_Supplied material_.

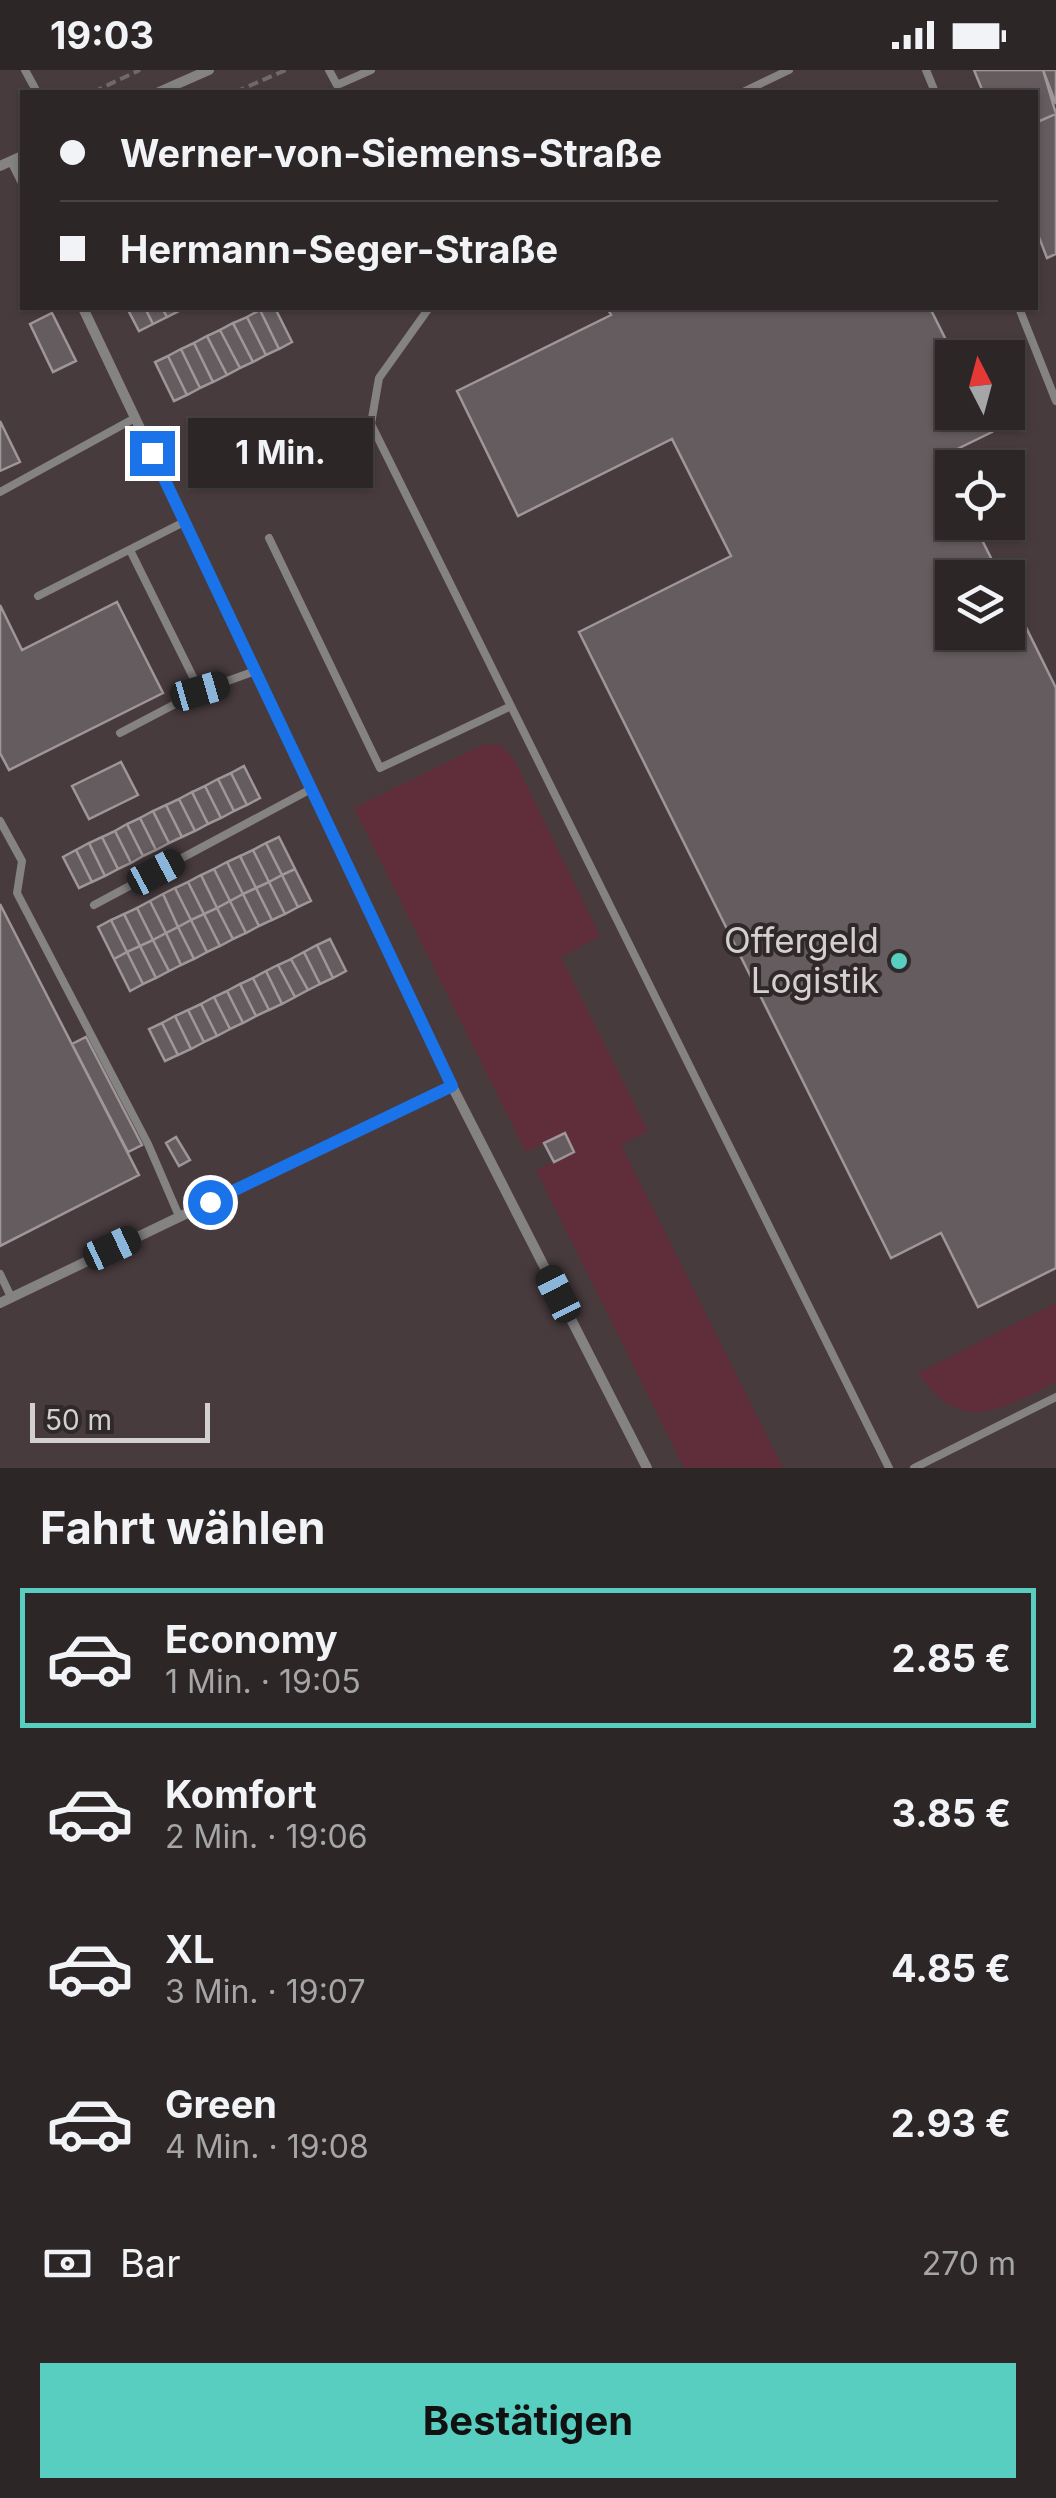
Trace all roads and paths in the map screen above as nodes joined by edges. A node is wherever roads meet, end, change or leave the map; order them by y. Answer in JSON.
{"nodes":[{"id":1,"x":140,"y":70,"type":"edge"},
{"id":2,"x":286,"y":70,"type":"edge"},
{"id":3,"x":329,"y":70,"type":"edge"},
{"id":4,"x":372,"y":70,"type":"edge"},
{"id":5,"x":789,"y":70,"type":"edge"},
{"id":6,"x":202,"y":71,"type":"edge"},
{"id":7,"x":106,"y":89,"type":"edge"},
{"id":8,"x":172,"y":90,"type":"edge"},
{"id":9,"x":240,"y":90,"type":"edge"},
{"id":10,"x":747,"y":90,"type":"edge"},
{"id":11,"x":17,"y":159,"type":"edge"},
{"id":12,"x":0,"y":166,"type":"edge"},
{"id":13,"x":84,"y":310,"type":"edge"},
{"id":14,"x":428,"y":310,"type":"edge"},
{"id":15,"x":1021,"y":310,"type":"edge"},
{"id":16,"x":1056,"y":401,"type":"edge"},
{"id":17,"x":135,"y":418,"type":"junction"},
{"id":18,"x":0,"y":492,"type":"edge"},
{"id":19,"x":184,"y":522,"type":"junction"},
{"id":20,"x":268,"y":538,"type":"dead end"},
{"id":21,"x":130,"y":550,"type":"junction"},
{"id":22,"x":38,"y":596,"type":"dead end"},
{"id":23,"x":255,"y":671,"type":"junction"},
{"id":24,"x":200,"y":691,"type":"junction"},
{"id":25,"x":511,"y":706,"type":"junction"},
{"id":26,"x":120,"y":733,"type":"dead end"},
{"id":27,"x":311,"y":789,"type":"junction"},
{"id":28,"x":0,"y":820,"type":"edge"},
{"id":29,"x":94,"y":905,"type":"dead end"},
{"id":30,"x":452,"y":1086,"type":"junction"},
{"id":31,"x":179,"y":1216,"type":"junction"},
{"id":32,"x":0,"y":1274,"type":"edge"},
{"id":33,"x":6,"y":1300,"type":"edge"},
{"id":34,"x":1056,"y":1397,"type":"edge"},
{"id":35,"x":647,"y":1468,"type":"edge"},
{"id":36,"x":889,"y":1468,"type":"edge"},
{"id":37,"x":914,"y":1468,"type":"edge"}],
"edges":[{"from":1,"to":7,"type":"path"},
{"from":2,"to":9,"type":"path"},
{"from":3,"to":4,"type":"lane"},
{"from":5,"to":10,"type":"lane"},
{"from":6,"to":8,"type":"street"},
{"from":11,"to":12,"type":"street"},
{"from":13,"to":17,"type":"street"},
{"from":14,"to":25,"type":"lane"},
{"from":15,"to":16,"type":"lane"},
{"from":17,"to":18,"type":"lane"},
{"from":17,"to":19,"type":"street"},
{"from":19,"to":21,"type":"lane"},
{"from":19,"to":23,"type":"street"},
{"from":20,"to":25,"type":"lane"},
{"from":21,"to":22,"type":"lane"},
{"from":21,"to":24,"type":"lane"},
{"from":23,"to":24,"type":"lane"},
{"from":23,"to":27,"type":"street"},
{"from":24,"to":26,"type":"lane"},
{"from":25,"to":36,"type":"lane"},
{"from":27,"to":29,"type":"lane"},
{"from":27,"to":30,"type":"street"},
{"from":28,"to":31,"type":"lane"},
{"from":30,"to":31,"type":"street"},
{"from":30,"to":35,"type":"street"},
{"from":31,"to":33,"type":"street"},
{"from":32,"to":33,"type":"lane"},
{"from":34,"to":37,"type":"lane"}]}
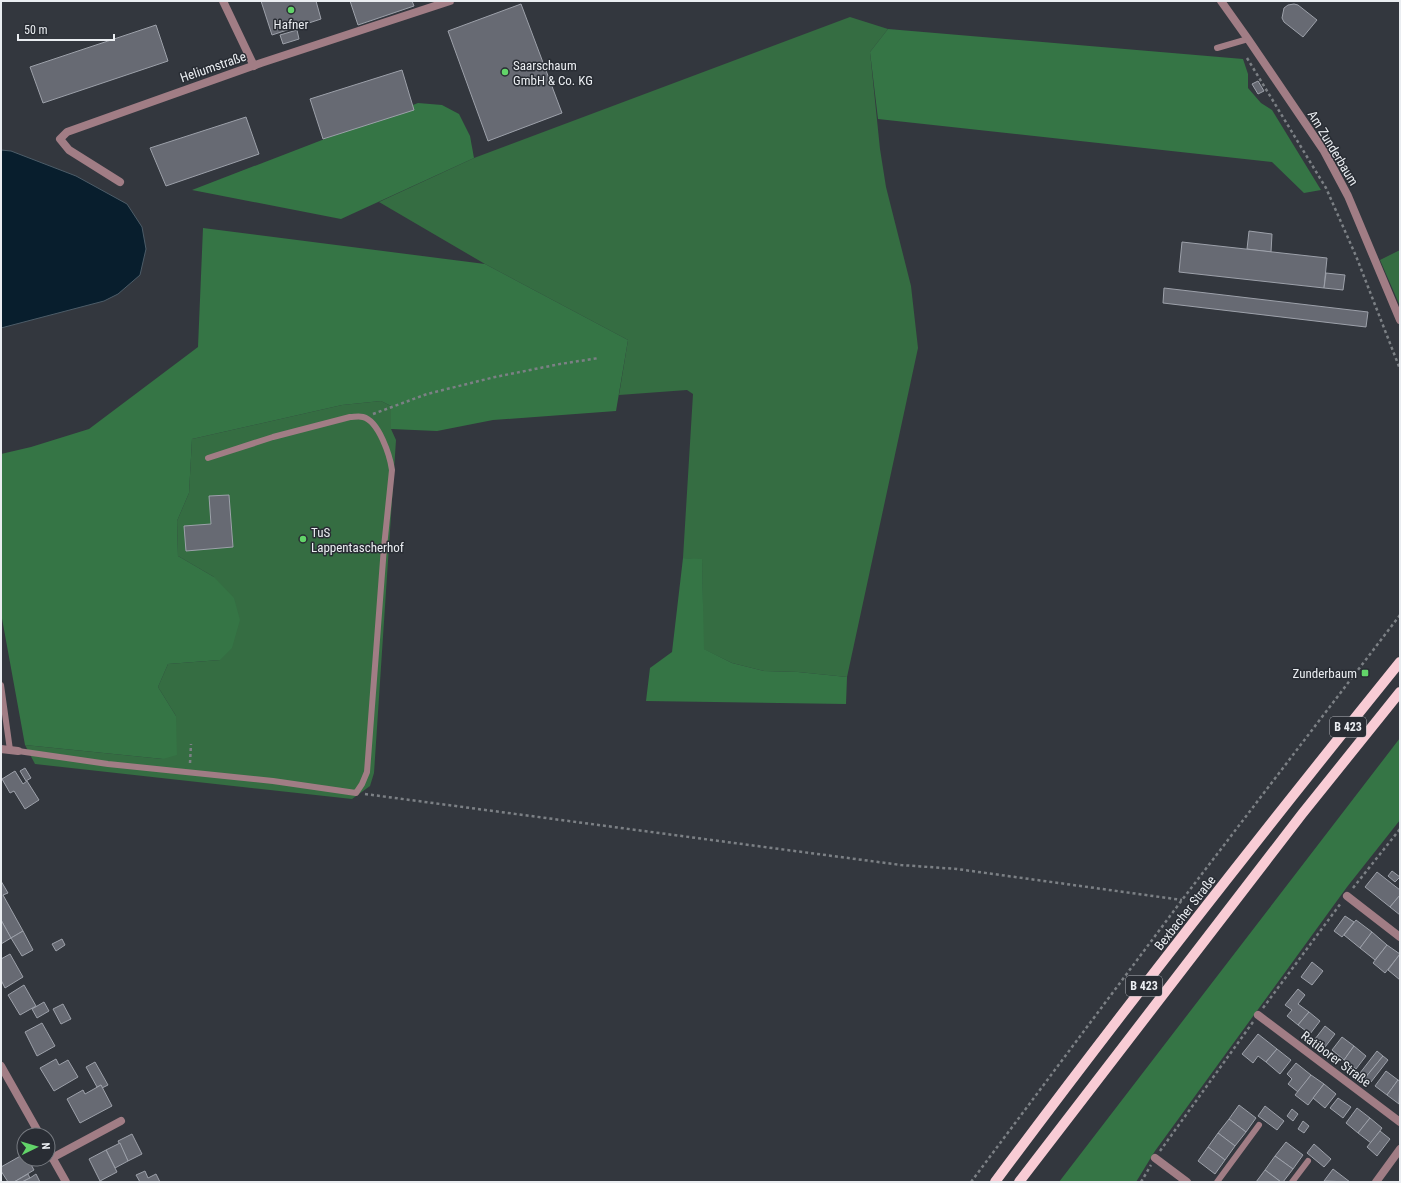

_Try it_. List all lines above in which the string "edges" appears.

_Task answer_.
Trace all roads and paths in the map screen above as nodes joined by edges. A node is wherever roads meet, end, change or leave the map; order them by y. Answer in JSON.
"edges":[{"from":1,"to":7,"type":"path"},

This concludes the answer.